Dean took the back of his head and pulled him into a long, languorous kiss before getting off the bed. "You can thank me later."
"I'm sure. Hey, call Lenore and tell her where we are. I don't want to spontaneously orgasm in front of Bobby, if it's all the same to you."
"Hm." He considered holding off a couple more hours, but Sam would be pissed, so he grabbed his cell on the way out, dialing the number by memory. Lenore was one of those people. You didn't write her number down, because if anyone got a hold of his phone, they might be able to track her.
Her voice was as neutral as it had been the last time he'd talked to her, when she'd just finished marking his brother. "Dean, where are you?"
"With a friend. We're okay."
"I lost Sam. He was gone for over a day and then he came back. What happened?"
He recounted the events of last week. He told her about Sam dying, left out the gritty details of his own break down, because she'd already know. She'd know because she knew how hard it had been for him to accept her mark on Sam, but he had, because he never wanted to lose Sam again. He never wanted his brother out of his reach and Lenore understood that, she felt the same way about her fledglings.

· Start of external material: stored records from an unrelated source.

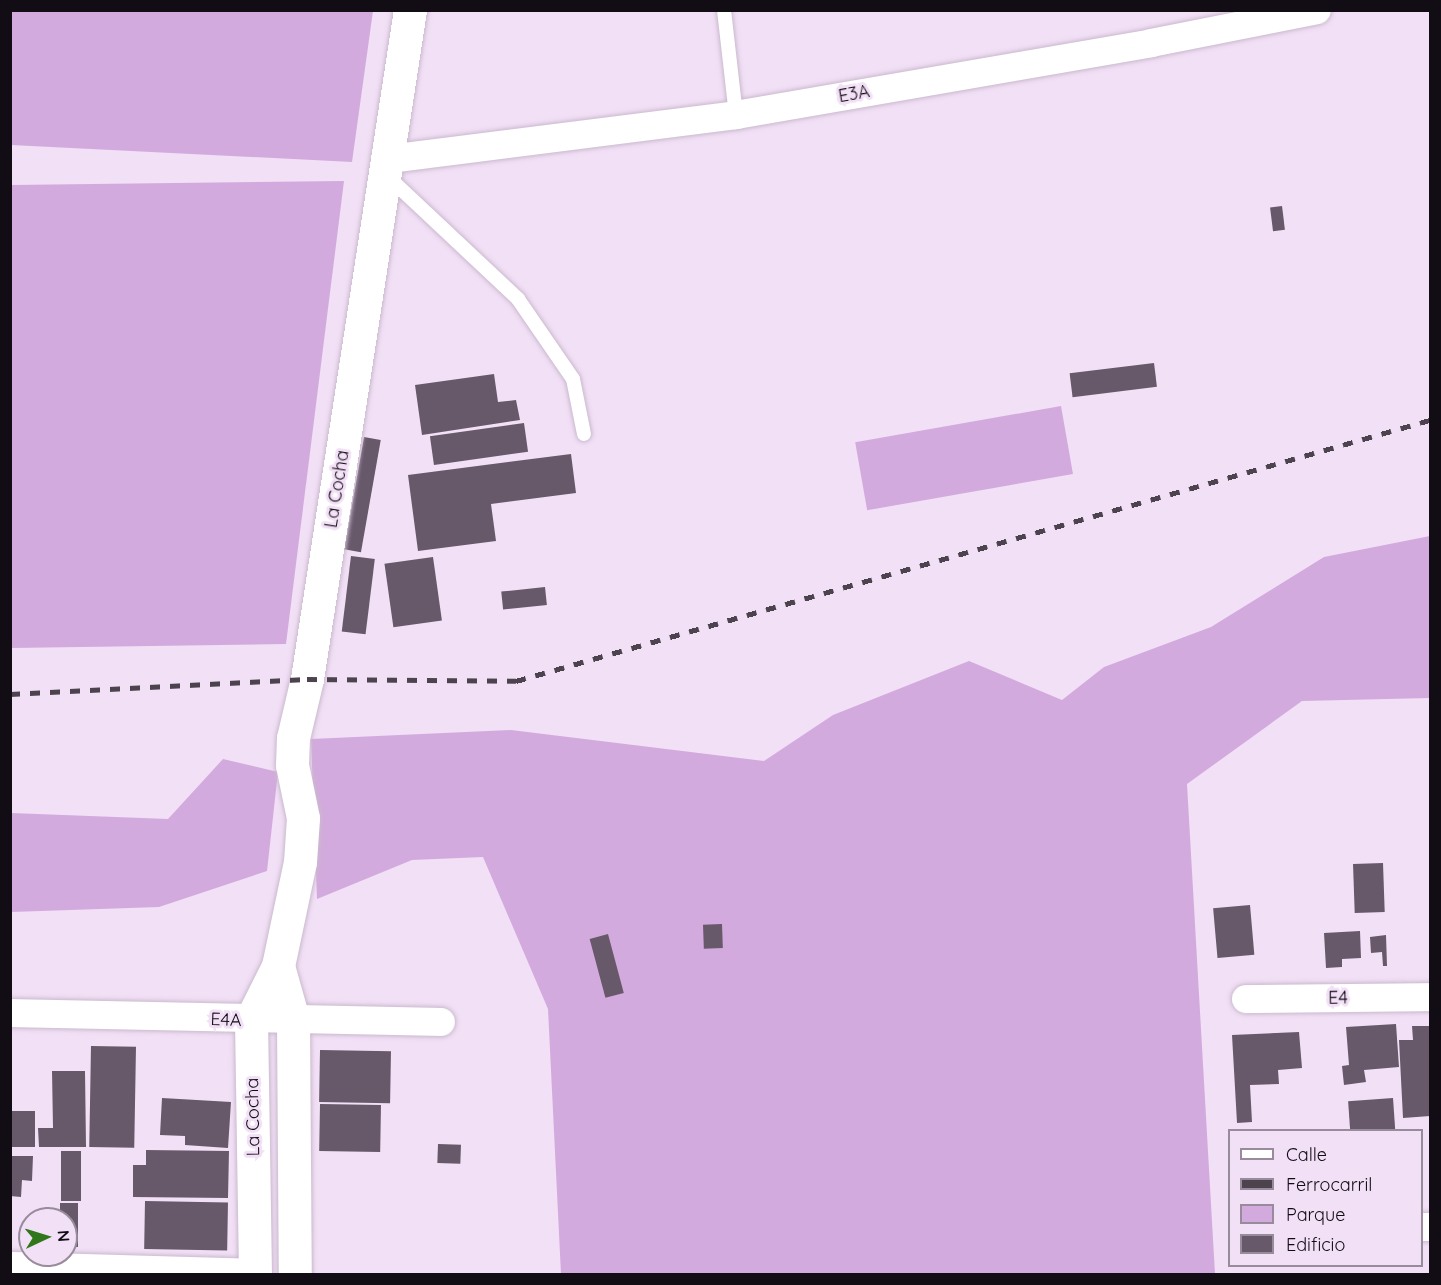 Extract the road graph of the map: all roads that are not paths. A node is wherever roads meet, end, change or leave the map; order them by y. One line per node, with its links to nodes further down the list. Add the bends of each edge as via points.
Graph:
1 (411, 10): 5 (street, La Cocha)
2 (724, 10): 4 (lane)
3 (1317, 10): 4 (street, E3A)
4 (736, 115): 5 (street, E3A)
5 (387, 167): 6 (lane, via 518,299 573,378); 7 (street, La Cocha, via 307,678 292,738 292,765 303,818 300,862)
6 (584, 434)
7 (278, 966): 11 (street, La Cocha); 12 (street, La Cocha)
8 (1431, 997): 9 (street, E4)
9 (1246, 999)
10 (10, 1013): 12 (street, E4A)
11 (292, 1019): 12 (street, E4A); 13 (street, E4A); 16 (street, La Cocha)
12 (251, 1020): 15 (street, La Cocha)
13 (441, 1022)
14 (10, 1266): 15 (street)
15 (255, 1274)
16 (295, 1275) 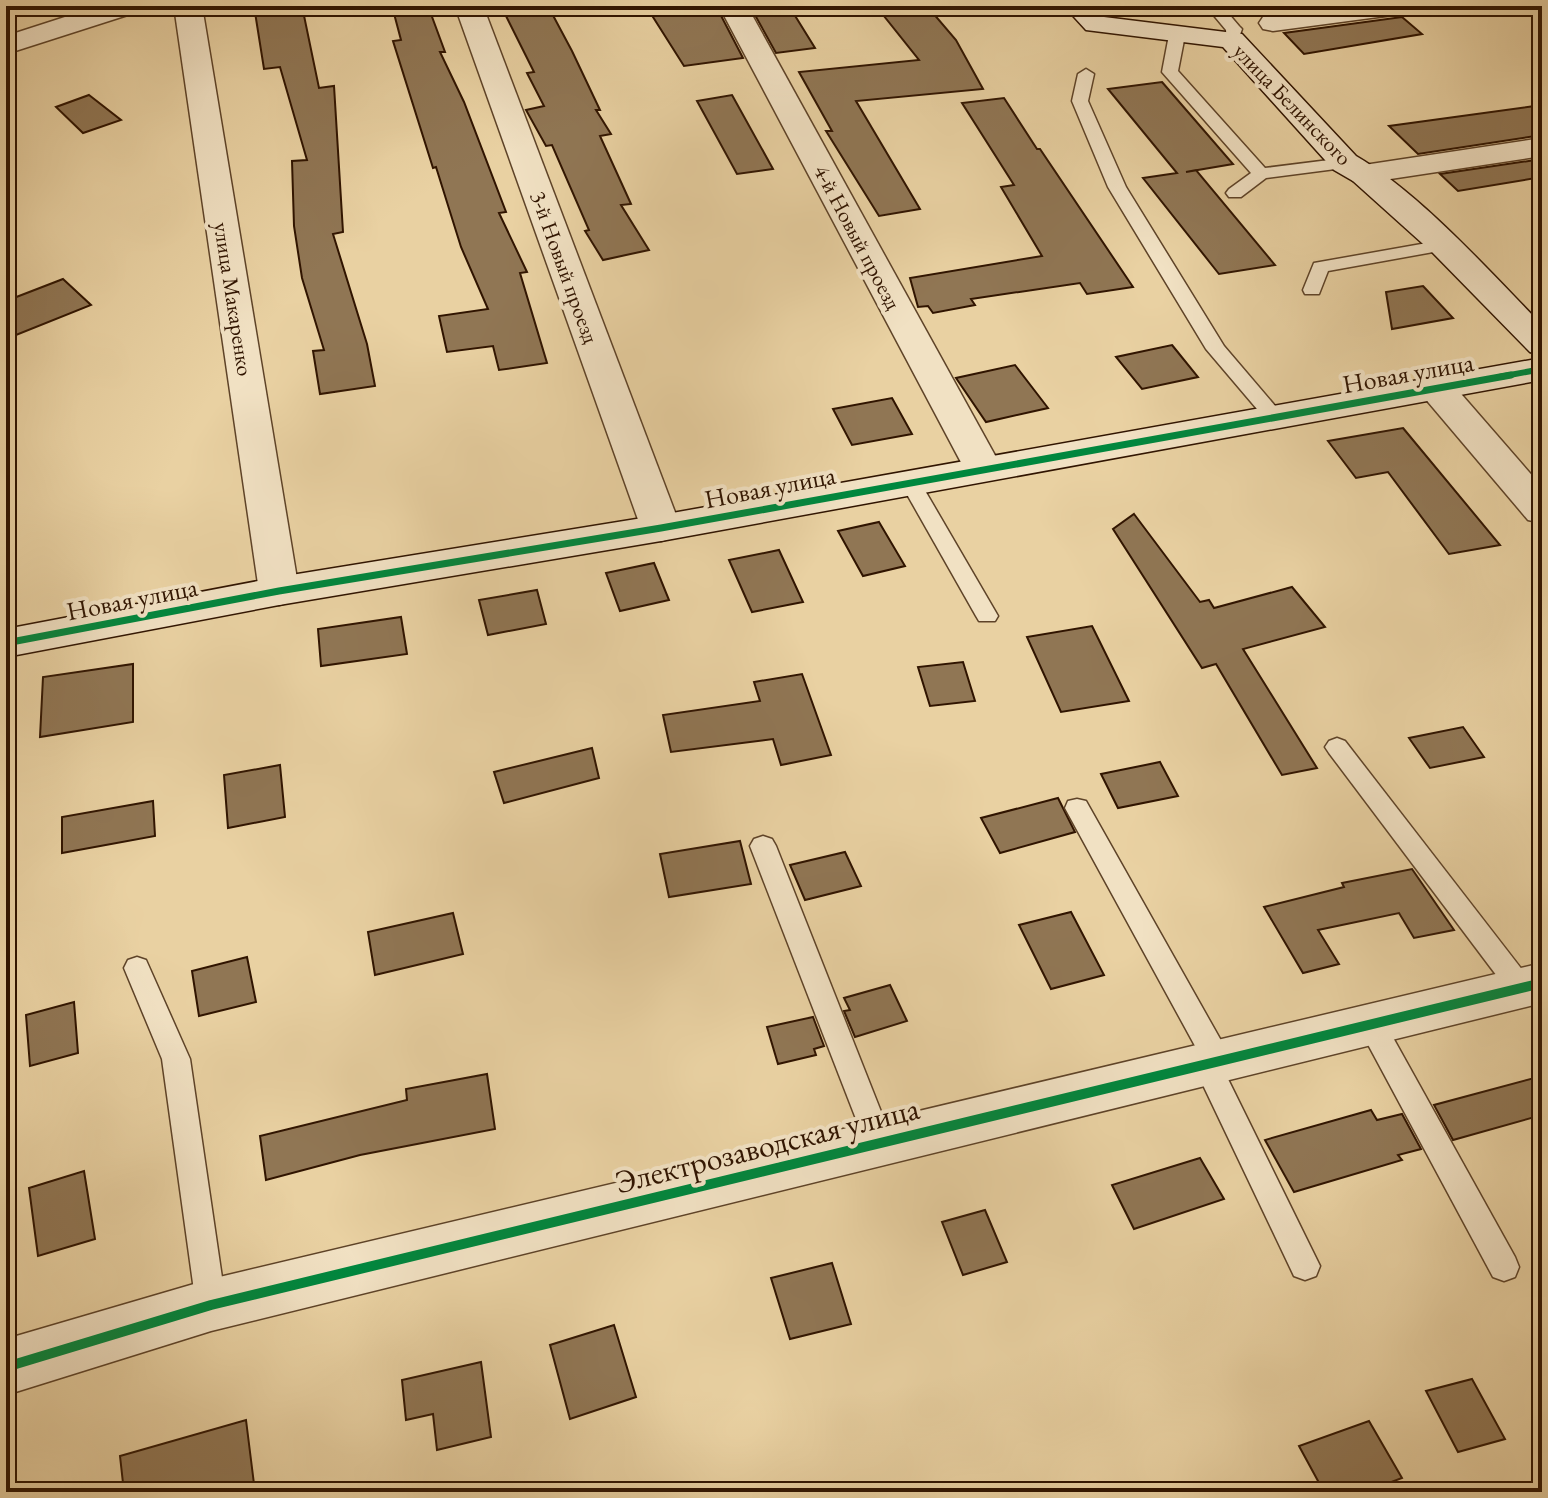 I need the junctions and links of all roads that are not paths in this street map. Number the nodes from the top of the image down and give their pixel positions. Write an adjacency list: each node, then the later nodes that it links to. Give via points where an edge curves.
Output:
1 (127, 6): 11 (street)
2 (188, 6): 27 (street, улица Макаренко)
3 (469, 6): 26 (street, 3-й Новый проезд)
4 (733, 6): 23 (street, 4-й Новый проезд)
5 (1078, 6): 9 (street, улица Белинского, via 1096,24)
6 (1214, 6): 10 (lane, via 1234,29)
7 (1401, 6): 8 (street)
8 (1273, 23)
9 (1177, 35): 10 (street, улица Белинского); 15 (lane, via 1170,72)
10 (1232, 40): 14 (street, улица Белинского)
11 (6, 45)
12 (1086, 74): 22 (lane, via 1080,101 1117,187 1216,349)
13 (1542, 147): 14 (street)
14 (1355, 168): 15 (lane); 17 (street, улица Белинского)
15 (1261, 174): 16 (lane)
16 (1235, 193)
17 (1444, 245): 18 (lane, via 1320,267); 19 (street, улица Белинского)
18 (1312, 290)
19 (1542, 345)
20 (1542, 369): 21 (street, Новая улица)
21 (1436, 388): 22 (street, Новая улица); 25 (street)
22 (1275, 418): 23 (street, Новая улица)
23 (983, 468): 24 (street, Новая улица)
24 (910, 482): 26 (street, Новая улица); 28 (lane)
25 (1542, 511)
26 (661, 528): 27 (street, Новая улица)
27 (279, 591): 29 (street, Новая улица)
28 (987, 616)
29 (6, 643)
30 (1337, 747): 34 (lane)
31 (1077, 808): 36 (lane)
32 (763, 846): 37 (lane)
33 (137, 968): 40 (lane, via 176,1059)
34 (1532, 986): 35 (street, Электрозаводская улица)
35 (1371, 1024): 36 (street, Электрозаводская улица); 39 (lane)
36 (1212, 1062): 37 (street, Электрозаводская улица); 38 (lane)
37 (879, 1142): 40 (street, Электрозаводская улица)
38 (1305, 1266)
39 (1504, 1267)
40 (211, 1305): 41 (street, Электрозаводская улица)
41 (6, 1367)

Only he had lost Sam. Worse than before and not even Lenore would have been able to track him and bring him back. If Dad hadn't…
He shook his head and took a long drag of his beer, finishing the story, filling her in on the door they'd opened to hell, on John's soul being released, Yellow Eyes was dead and they had no clue where they went from there.
She was silent for some time and when she spoke, the careful neutral tone had been replaced with the kind of finality you didn't bother arguing with. "Give me the address."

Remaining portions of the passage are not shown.